The horror of unhappy marriage, and the cruelty of the prejudice against illegitimate children and those who gave birth to them, became truths universally, and even joyfully, acknowledged. That they were partial truths was lost sight of by reformers; the part was taken for the whole, and a universal remedy sought so that no such evil should ever occur again. The reformers lost sight of the imperfectability of human existence; since all miseries had specific causes, misery as such must be capable of abolition, without the introduction of new evils to replace the old.

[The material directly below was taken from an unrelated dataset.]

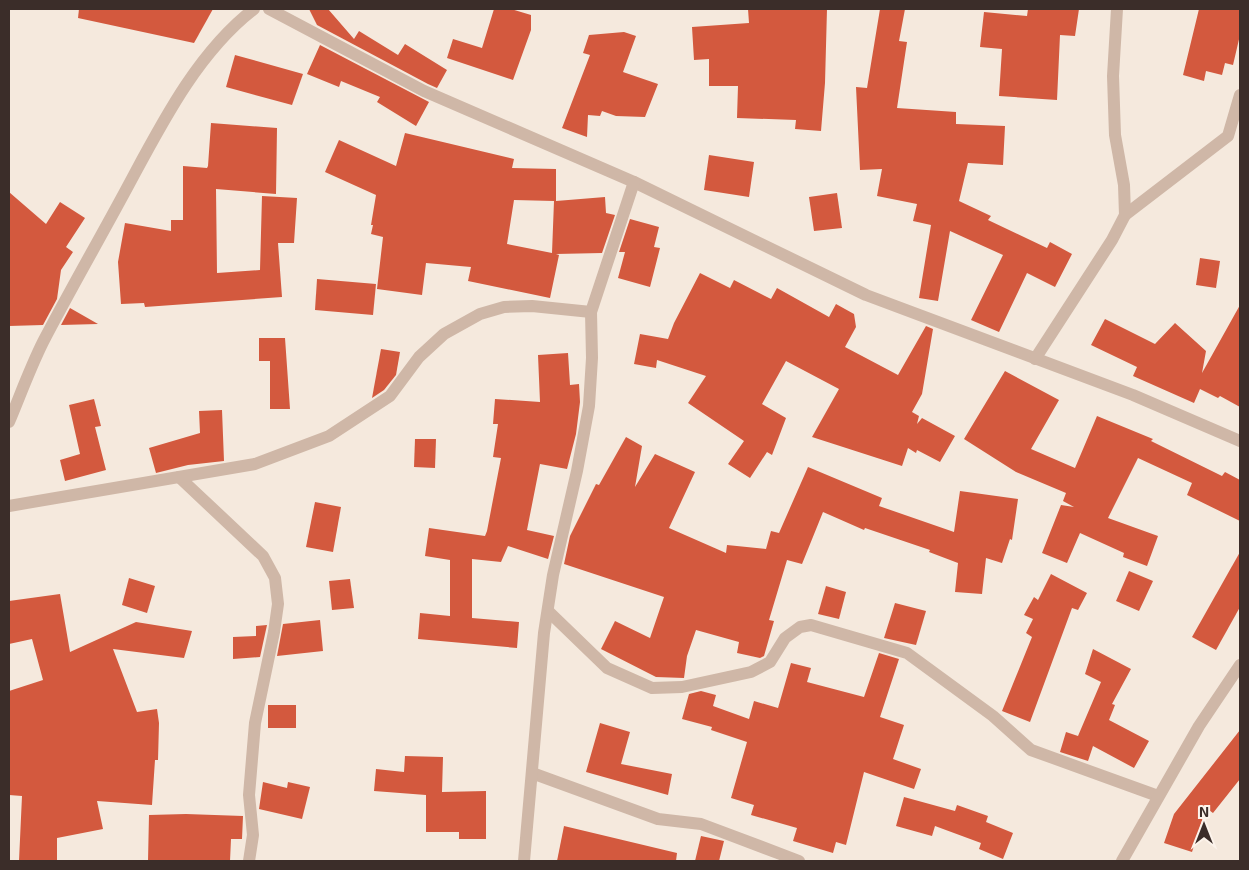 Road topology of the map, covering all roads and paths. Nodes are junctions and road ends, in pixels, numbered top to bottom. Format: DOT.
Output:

The solution, then, was to destroy the prejudice—philosophical, social, and economic—in favor of the family structure that wrought so much harm. All would be well if people were allowed to choose their own forms of close association, unbiased by any social or economic pressure to conform to any particular pattern. Affection would then be unconstrained, rather than forced, and therefore false. All responsibilities would be freely entered into, and would thus partake of real or true morality rather than mere social convention. (Not long ago, I watched an old British comedy film from the 1950s, in which a young man of the upper-middle class had made a working-class girl pregnant. The girl’s indignant father demanded that the young man should marry his daughter, a demand whose justice he understood and at once agreed to. The audience howled with laughter at the primitive idea that the future birth of a child created an inescapable obligation on the part of the father. In less than half a century, the prejudice of centuries had been overturned, made to appear ridiculous, and replaced by another, the unedifying practical consequences of which I saw daily in my work as a doctor.)
7
One Prejudice Always Replaced by Another
TO OVERTURN A prejudice is not to destroy prejudice as such. It is rather to inculcate another prejudice. The prejudice that it is wrong to bear a child out of wedlock has been replaced by the prejudice that there is nothing wrong with it at all. Interestingly, the class that first objected on intellectual grounds to the original prejudice, namely the well-educated upper-middle class, is the least likely to behave as if that original prejudice were unjustified. In other words, for that class the matter is principally one of intellectual preening and point-scoring, of appearing bold, generous, imaginative, and independent-minded in the eyes of their peers, rather than a matter of practical policy. When George Bernard Shaw characterized marriage as a legalized form of prostitution, he was not so much demanding justice and equality for women, as he was encouraging the dissolution, even as an ideal, of permanent bonds between a man and a woman. Unfortunately, mass-bastardy is not liberating for women.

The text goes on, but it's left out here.